A rain delay of two hours, 22 minutes meant two things: One, Phillies' starter Roy Oswalt wouldn't actually take the mound at all, given the weather and his well-documented back problems; and two, by the time play resumed a lot of the local fans had opted to head home.
The result? It's now the fourth inning and if you had your eyes closed, you'd swear you were in Citizen's Bank Park.
I've heard enough "Let's Go Phillies" to last a lifetime.
I've mentioned, both on-air and in print that it's not been such a long time since Philadelphia's National League entry was essentially moribund. When I was growing up in the late 1950s and early 1960s, the Phillies were, to be blunt, pretty awful - like, Senators awful. Dead last from 1958-61, with the 1961 Phillies managing only a .305 winning percentage, worse than even the first-year expansion Senators' .379 percentage.
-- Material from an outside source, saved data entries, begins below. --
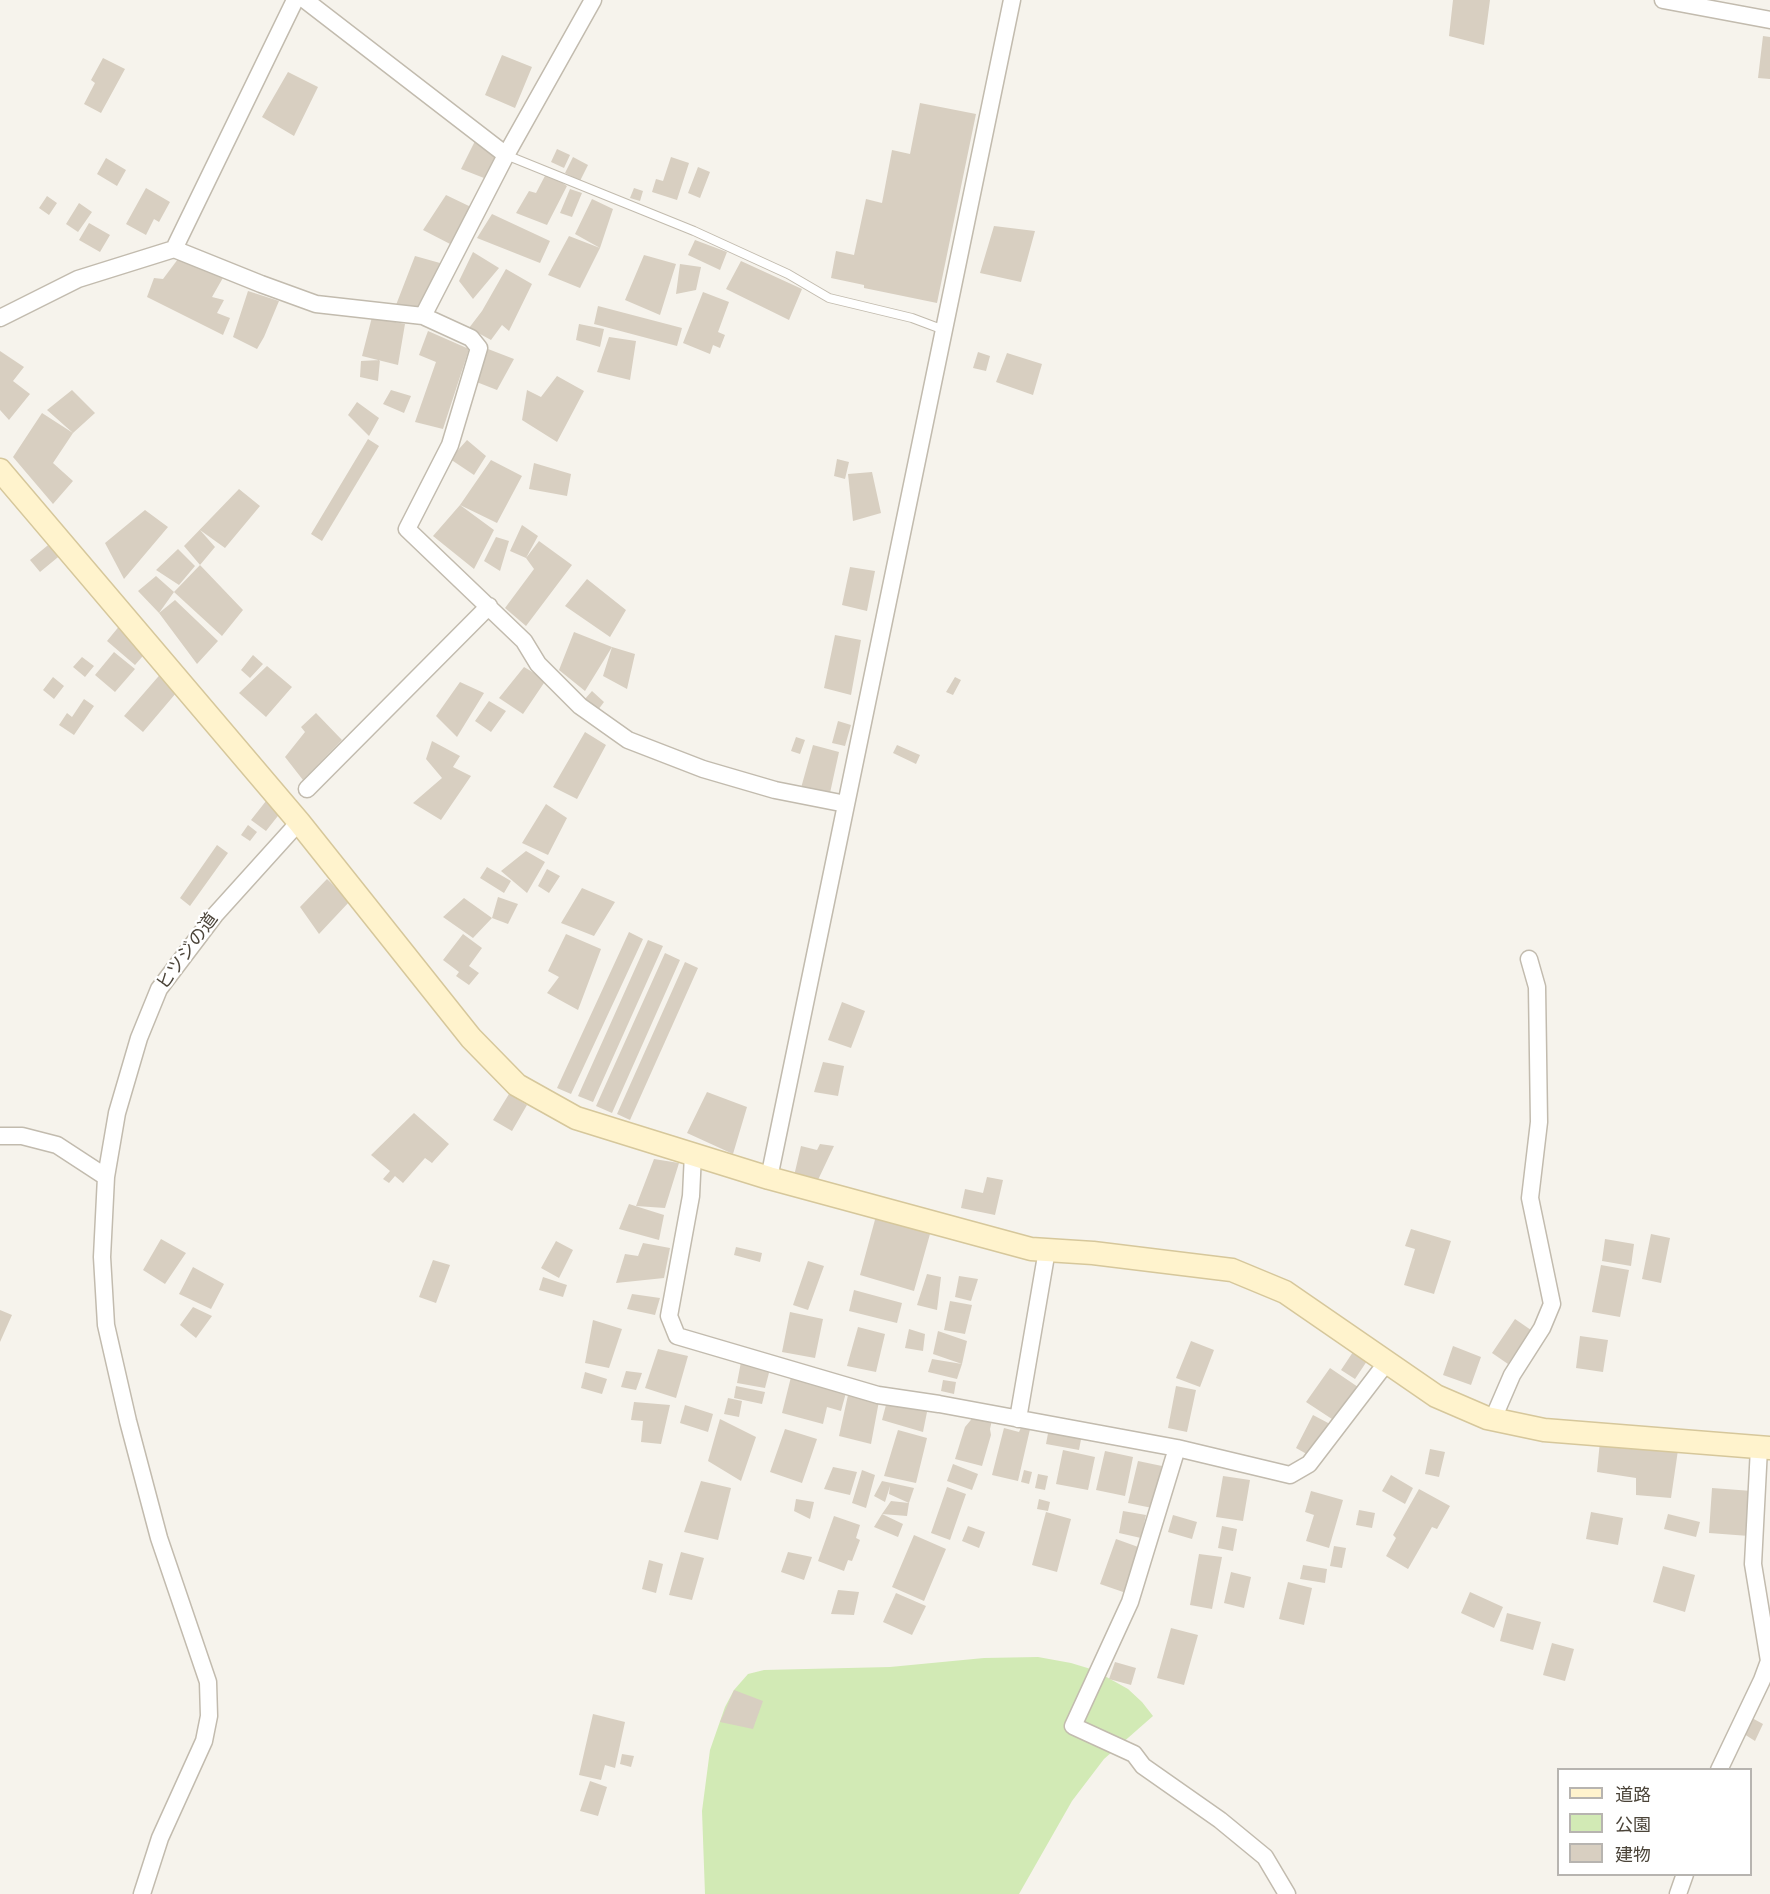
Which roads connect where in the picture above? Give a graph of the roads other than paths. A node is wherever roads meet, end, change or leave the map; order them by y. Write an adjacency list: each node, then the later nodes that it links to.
1 (296, 0): 8 (street)
2 (305, 0): 7 (street)
3 (593, 0): 7 (street)
4 (1012, 0): 11 (street)
5 (1663, 0): 6 (street)
6 (1770, 20)
7 (506, 156): 9 (street); 11 (lane)
8 (174, 249): 9 (street); 10 (street)
9 (423, 316): 13 (street)
10 (0, 318)
11 (944, 330): 15 (street)
12 (0, 470): 16 (street)
13 (489, 606): 14 (street); 15 (street)
14 (307, 789)
15 (846, 804): 21 (street)
16 (299, 822): 19 (street); 20 (street, ヒツジの道)
17 (1529, 959): 25 (street)
18 (0, 1136): 20 (street)
19 (693, 1154): 21 (street); 24 (street)
20 (106, 1177): 31 (street, ヒツジの道)
21 (769, 1178): 22 (street)
22 (1047, 1250): 23 (street); 24 (street)
23 (1387, 1362): 25 (street); 26 (street)
24 (1018, 1419): 26 (street)
25 (1493, 1419): 27 (street)
26 (1178, 1448): 32 (street)
27 (1765, 1448): 28 (street)
28 (1770, 1661): 29 (street)
29 (1720, 1768)
30 (1685, 1876): 33 (street)
31 (142, 1894)
32 (1287, 1894)
33 (1678, 1894)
They got past .500 in 1962, famously blew the 1964 NL pennant and then settled back into mediocrity until they experienced a run of success 1976-83, with two pennants and one world championship.
Dave Sheinin, the Washington Post's"Baseball Insider, brings the story closer to the present today with his entry "Phillies provide blueprint for what Nationals hope to build," pointing out that the Phillies were consistent losers 1994-2002, a span of nine years. They finally got it together in 2003 and have had winning seasons ever since.
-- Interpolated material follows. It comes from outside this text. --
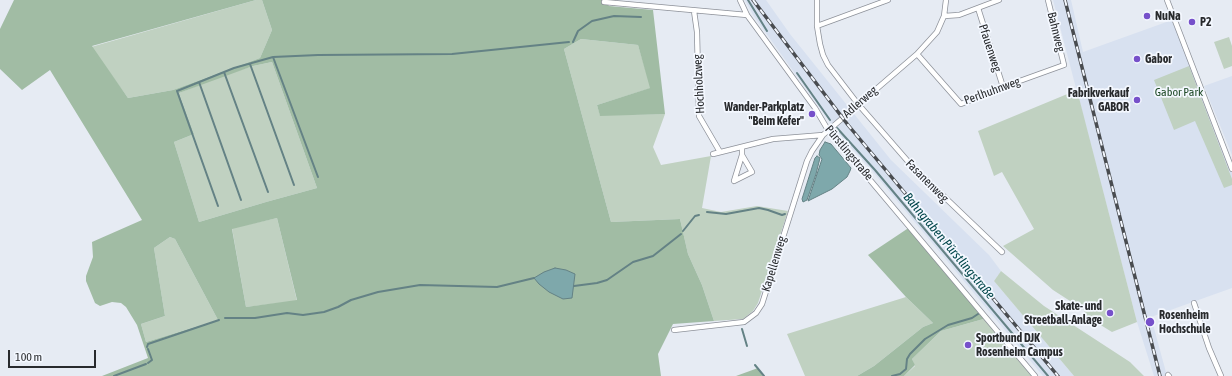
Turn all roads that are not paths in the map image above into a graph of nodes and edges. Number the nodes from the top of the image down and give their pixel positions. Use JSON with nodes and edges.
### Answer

Hey, nobody is good forever or bad forever. Feel free to look that up. Older Phillies fans know what it's like to finish out of the money and the younger ones will experience it at some point down the road. Nationals fans will, at some point, know what it's like to cheer for their team in the Phils' home ballpark and will do so with a degree of civility.
You can't legally prevent Phillies fans from attending games in Washington, but give it some time.
They won't be driving down I-95 to watch a third place club in 2013.